I need not say that Comte’s prohibition has been altogether neglected. No frontier of scientific demarcation has been established between Neptune and Sirius, between Uranus and Aldebaran. Our knowledge of the fixed stars increases yearly; and it would be rash to maintain that human conduct is not already influenced by the conception thus gained of the unity and immensity of the heavens.

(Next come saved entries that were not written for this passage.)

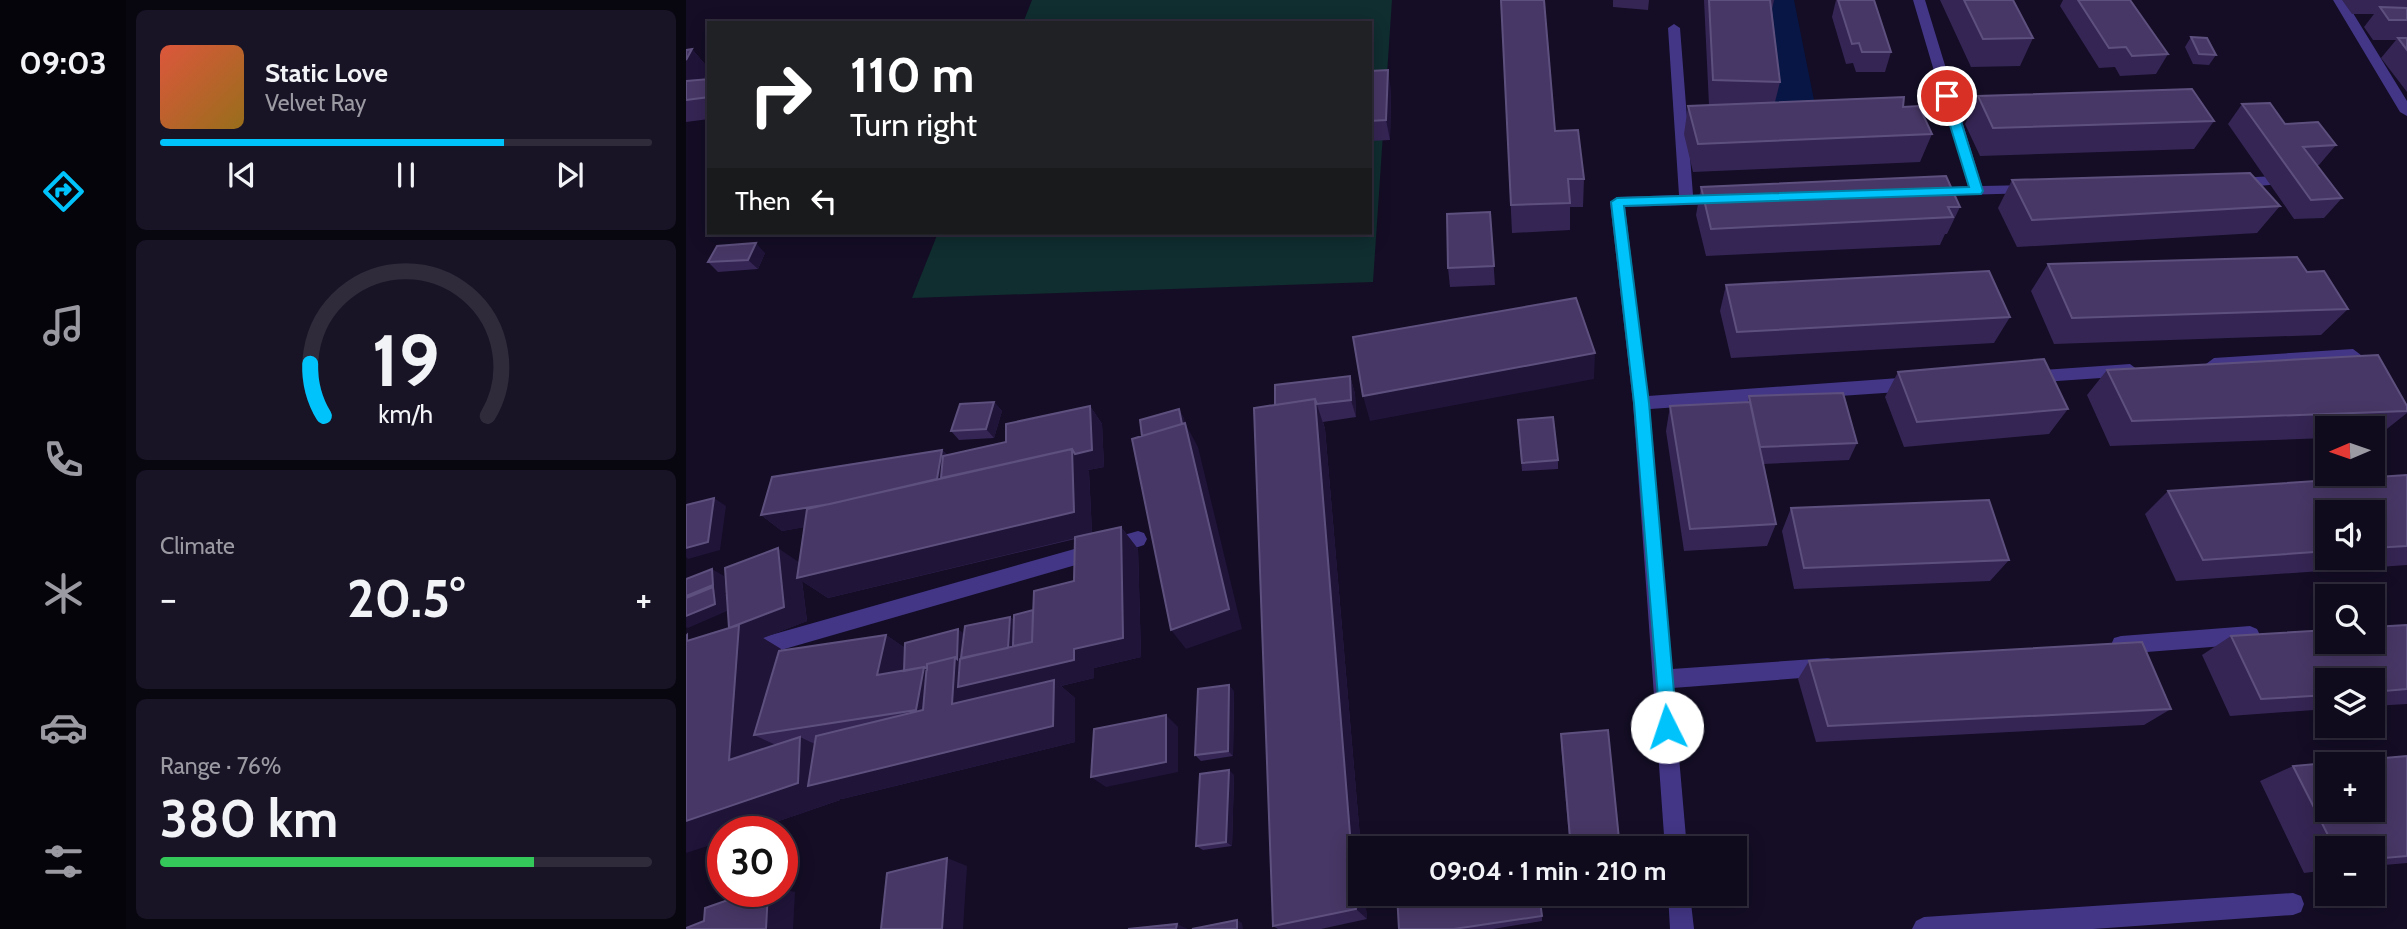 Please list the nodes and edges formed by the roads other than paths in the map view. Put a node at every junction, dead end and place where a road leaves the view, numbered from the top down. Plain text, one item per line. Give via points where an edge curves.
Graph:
1 (1919, 0) edge
2 (2339, 0) edge
3 (1674, 28) dead end
4 (2407, 112) edge
5 (2276, 181) dead end
6 (2222, 183) edge
7 (2044, 189) edge
8 (1976, 191) junction
9 (1907, 193) edge
10 (1742, 198) edge
11 (1686, 200) junction
12 (2353, 355) edge
13 (2199, 365) edge
14 (2143, 369) edge
15 (2018, 377) edge
16 (1934, 383) edge
17 (1641, 403) junction
18 (1138, 539) dead end
19 (2272, 634) edge
20 (2106, 646) edge
21 (735, 654) edge
22 (1844, 665) edge
23 (1664, 679) junction
24 (1675, 836) edge
25 (2293, 904) dead end
26 (1680, 906) edge
27 (1682, 929) edge
28 (1924, 929) edge

1 - 8 street
2 - 4 street
3 - 11 street
5 - 6 street
7 - 8 street
8 - 9 street
10 - 11 street
11 - 17 street via 1617,202
12 - 13 street
14 - 15 street
16 - 17 street
17 - 23 street
18 - 21 street
19 - 20 street
22 - 23 street
23 - 24 street
25 - 28 street
26 - 27 street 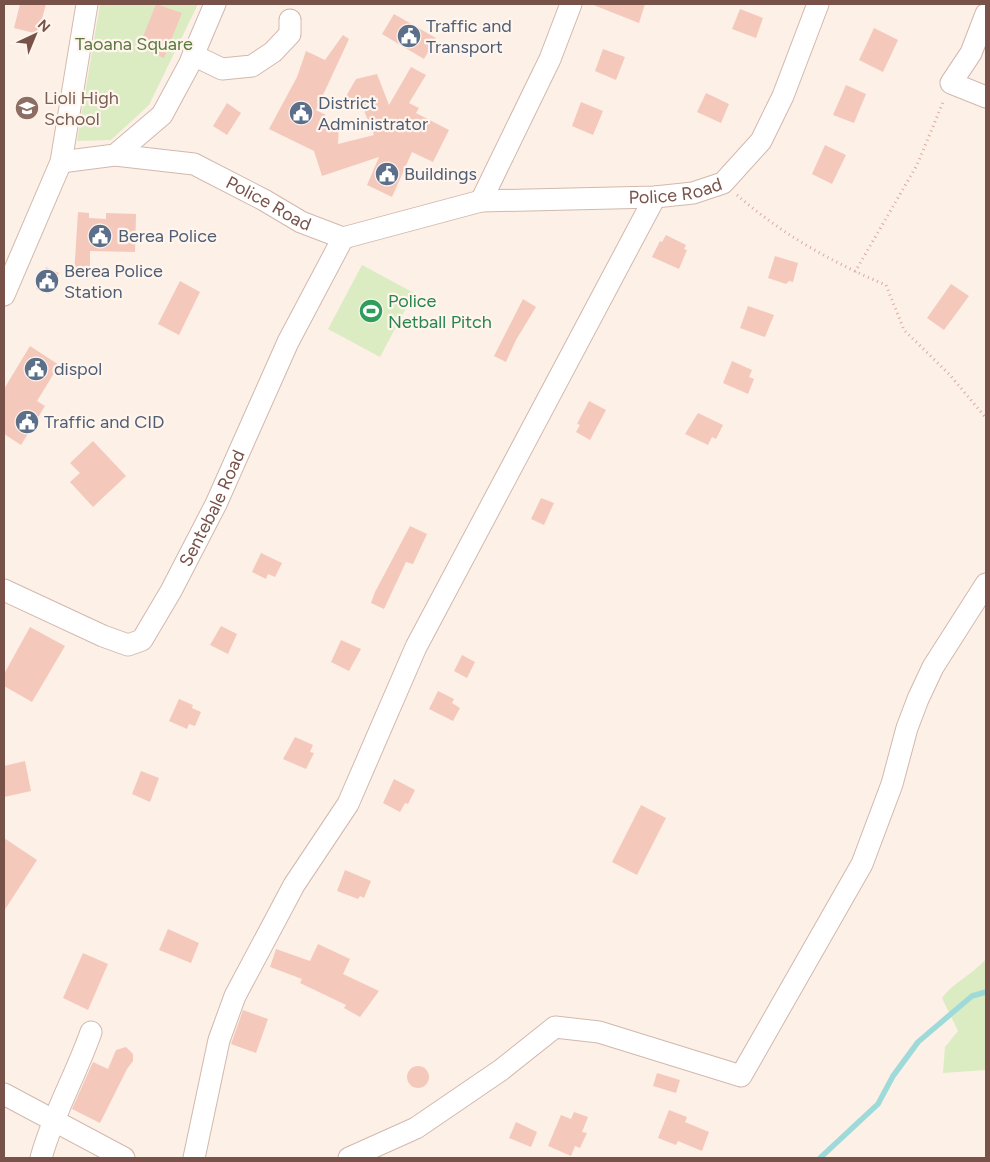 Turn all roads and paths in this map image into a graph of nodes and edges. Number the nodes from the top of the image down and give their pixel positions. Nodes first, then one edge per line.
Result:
1 (87, 4) edge
2 (215, 4) edge
3 (571, 4) edge
4 (818, 4) edge
5 (986, 14) edge
6 (290, 20) dead end
7 (193, 55) junction
8 (951, 84) junction
9 (986, 97) edge
10 (114, 155) junction
11 (61, 162) junction
12 (723, 183) junction
13 (654, 197) junction
14 (481, 201) junction
15 (343, 238) junction
16 (855, 272) junction
17 (4, 295) edge
18 (986, 418) edge
19 (986, 584) edge
20 (4, 590) edge
21 (986, 613) edge
22 (950, 641) junction
23 (91, 1032) dead end
24 (4, 1094) edge
25 (53, 1120) junction
26 (40, 1158) edge
27 (124, 1158) edge
28 (194, 1158) edge
29 (349, 1158) edge

1 - 11 street
2 - 7 street
3 - 14 street
4 - 12 street, Police Road
5 - 8 street
6 - 7 street
7 - 10 street
8 - 9 street
8 - 16 path
10 - 11 street, Police Road
10 - 15 street, Police Road
11 - 17 street
12 - 13 street, Police Road
12 - 16 path
13 - 14 street, Police Road
13 - 28 street
14 - 15 street, Police Road
15 - 20 street, Sentebale Road
16 - 18 path
19 - 22 street
21 - 22 street
22 - 29 street
23 - 25 street
24 - 25 street
25 - 26 street
25 - 27 street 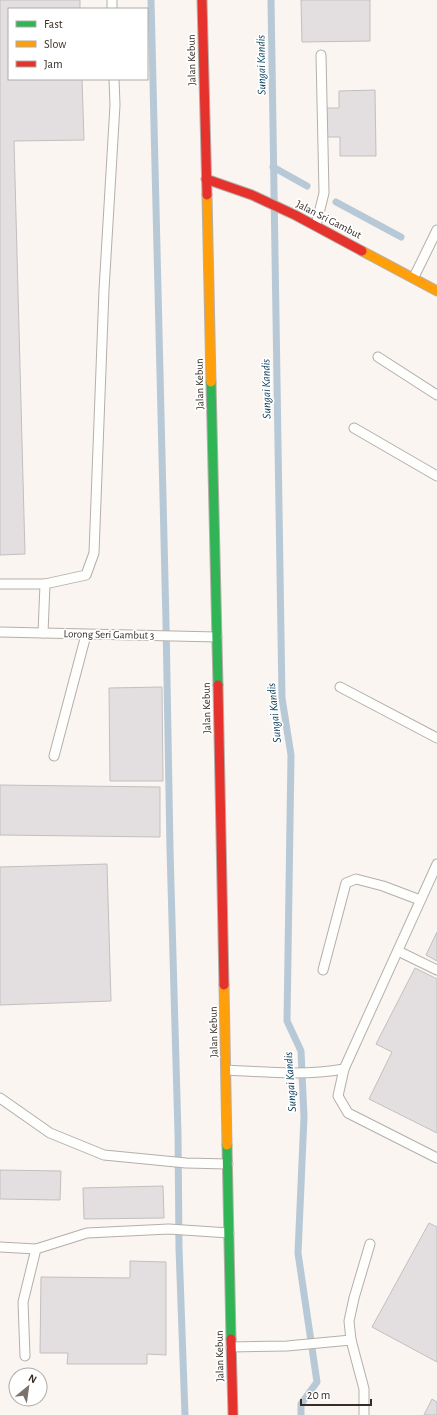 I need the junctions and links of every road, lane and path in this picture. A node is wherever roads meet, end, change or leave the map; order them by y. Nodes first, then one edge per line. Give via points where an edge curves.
1 (202, 0) edge
2 (321, 55) dead end
3 (114, 80) edge
4 (206, 179) junction
5 (316, 225) junction
6 (437, 230) edge
7 (414, 278) junction
8 (437, 291) edge
9 (378, 357) dead end
10 (437, 395) edge
11 (354, 428) dead end
12 (437, 476) edge
13 (0, 584) edge
14 (44, 584) junction
15 (0, 632) edge
16 (43, 633) junction
17 (86, 635) junction
18 (217, 637) junction
19 (340, 687) dead end
20 (437, 738) edge
21 (54, 756) dead end
22 (437, 864) edge
23 (420, 900) junction
24 (398, 951) junction
25 (323, 970) dead end
26 (437, 970) edge
27 (344, 1069) junction
28 (226, 1070) junction
29 (0, 1098) edge
30 (437, 1158) edge
31 (228, 1164) junction
32 (229, 1233) junction
33 (370, 1244) dead end
34 (0, 1247) edge
35 (36, 1249) junction
36 (351, 1340) junction
37 (231, 1347) junction
38 (25, 1356) dead end
39 (233, 1415) edge
40 (364, 1415) edge

1 - 4 main road, Jalan Kebun
2 - 5 lane via 324,193
3 - 14 lane via 115,105 104,290 94,553 86,575
4 - 5 main road, Jalan Sri Gambut via 252,195
4 - 18 main road, Jalan Kebun
5 - 7 main road, Jalan Sri Gambut
6 - 7 lane
7 - 8 main road, Jalan Sri Gambut
9 - 10 lane
11 - 12 lane
13 - 14 lane
14 - 16 lane
15 - 16 lane, Lorong Seri Gambut 3
16 - 17 lane, Lorong Seri Gambut 3
17 - 18 lane, Lorong Seri Gambut 3
17 - 21 lane
18 - 28 main road, Jalan Kebun
19 - 20 lane
22 - 23 lane
23 - 24 lane
23 - 25 lane via 356,879 346,883
24 - 26 lane
24 - 27 lane
27 - 28 lane via 294,1074
27 - 30 lane via 338,1096 348,1113
28 - 31 main road, Jalan Kebun
29 - 31 lane via 50,1133 104,1155 186,1163
31 - 32 main road, Jalan Kebun
32 - 35 lane via 185,1229 88,1233
32 - 37 main road, Jalan Kebun
33 - 36 lane via 349,1321
34 - 35 lane
35 - 38 lane via 23,1302
36 - 37 lane via 287,1346
36 - 40 lane via 364,1389
37 - 39 main road, Jalan Kebun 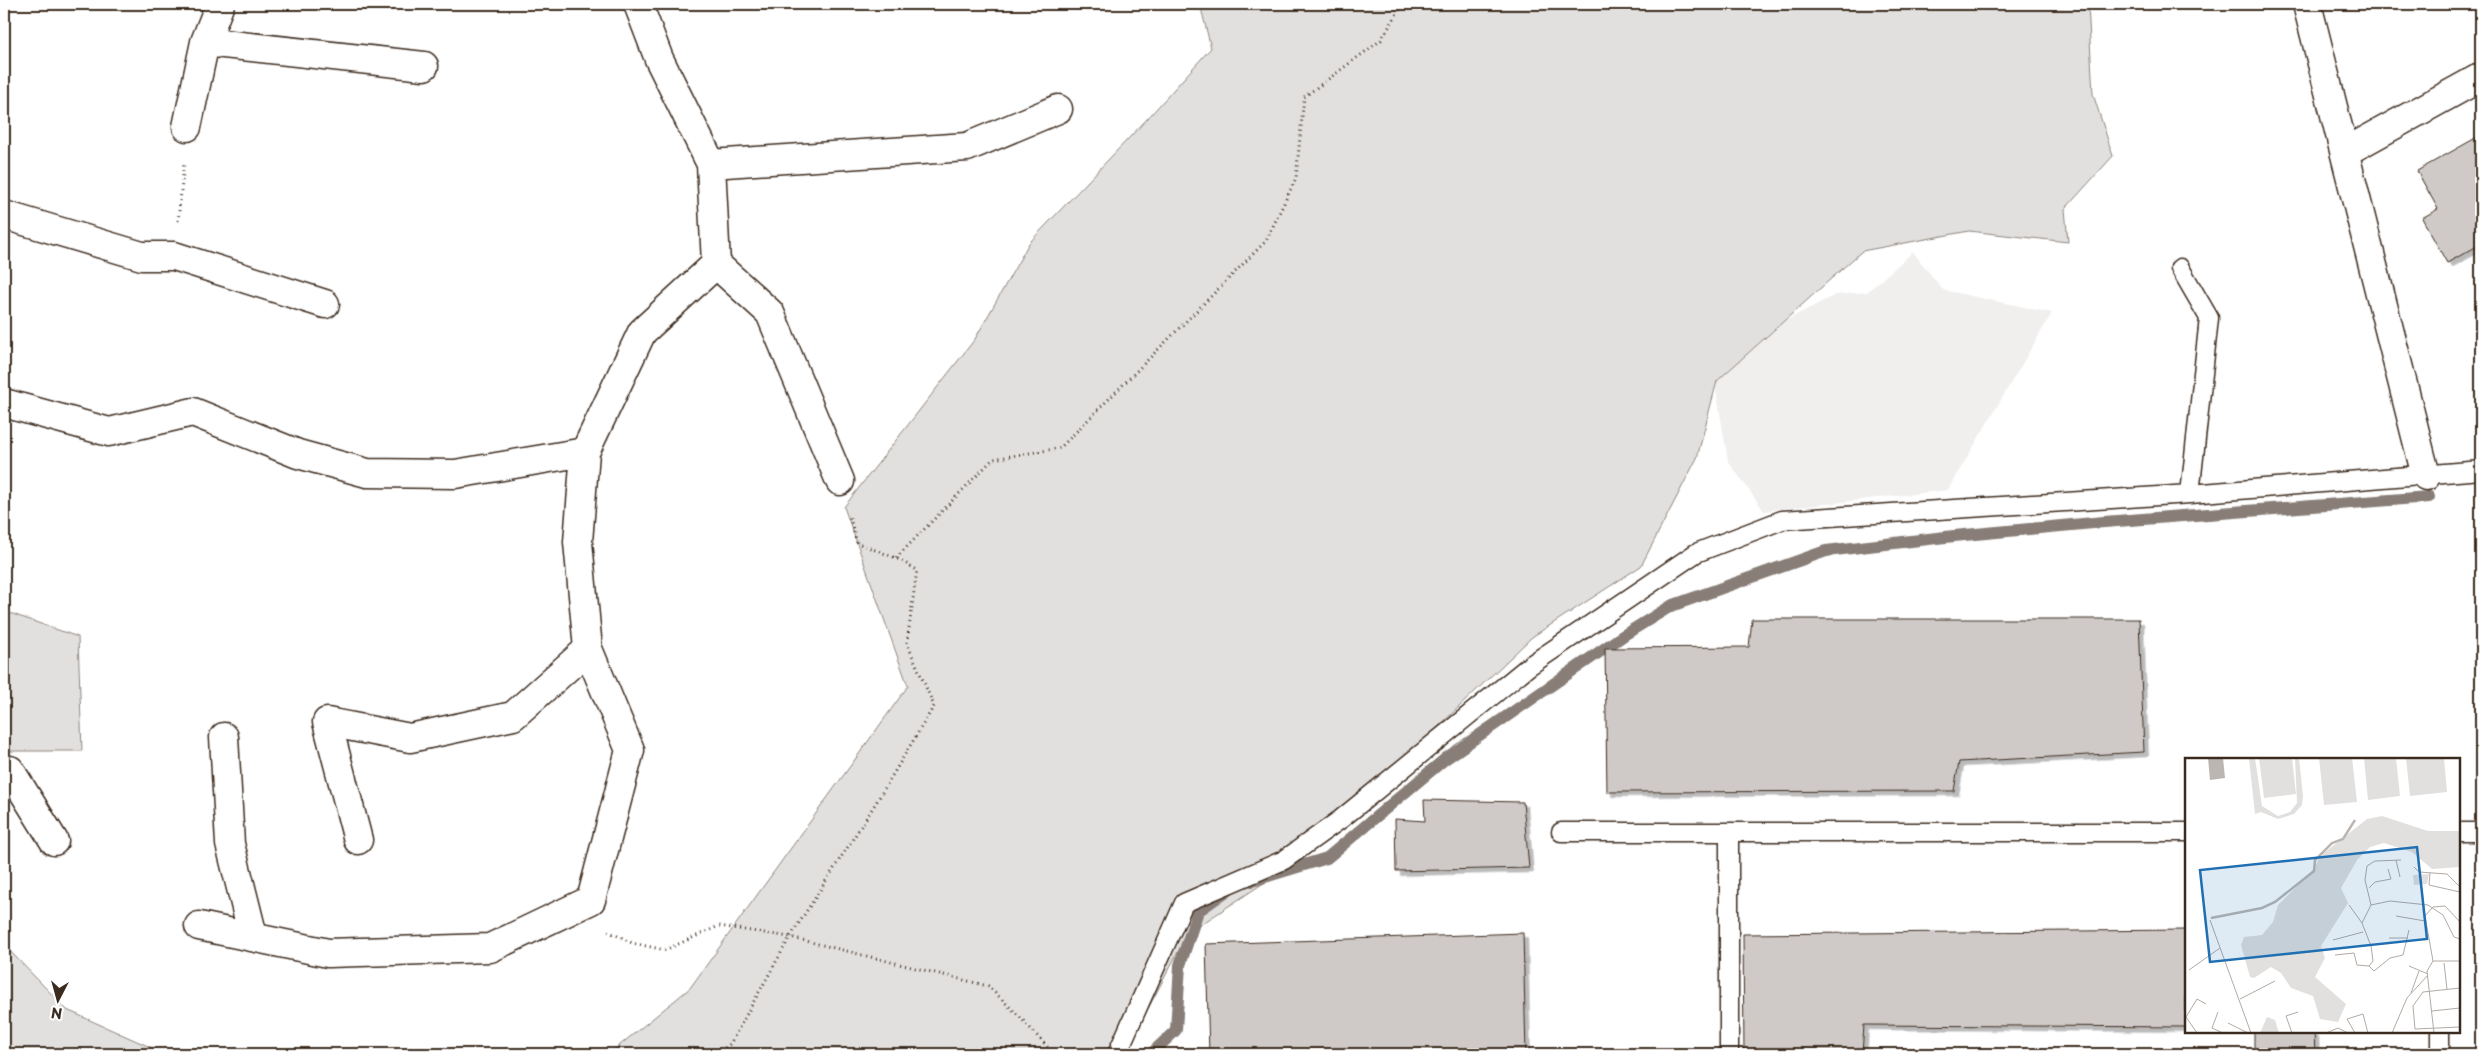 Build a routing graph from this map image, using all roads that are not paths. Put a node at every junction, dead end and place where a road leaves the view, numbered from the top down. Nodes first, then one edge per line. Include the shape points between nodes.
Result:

To many of the comments that have been made on our work, even by men who are not formal Comtists, the above reflections furnish a fitting reply. But it is not only, nor perhaps mainly, on account of the remoteness of our subject, or its unimportance to human progress, that objection is taken to our inquiry. The criticisms which have met us, from the side sometimes of scientific, sometimes of religious orthodoxy, have embodied, in modernised phraseology, nearly every well-worn form of timid protest, or obscurantist demurrer, with which the historians of science have been accustomed to give piquancy to their long tale of discovery and achievement. It would have been convenient had these objections been presented to us in a connected and formal manner. But this has not been the case; and, in fact, they are in their very nature too incoherent, too self-contradictory, for continuous statement. Sometimes we are told that we are inviting the old theological spirit to encroach once more on the domain of science; sometimes that we are endeavouring to lay the impious hands of Science upon the mysteries of Religion. Sometimes we are informed that competent savants have already fully explored the field which we propose for our investigation; sometimes that no respectable man of science would condescend to meddle with such a reeking mass of fraud and hysteria. Sometimes we are pitied as laborious triflers who prove some infinitely small matter with mighty trouble and pains; sometimes we are derided as attempting the solution of gigantic problems by slight and superficial means.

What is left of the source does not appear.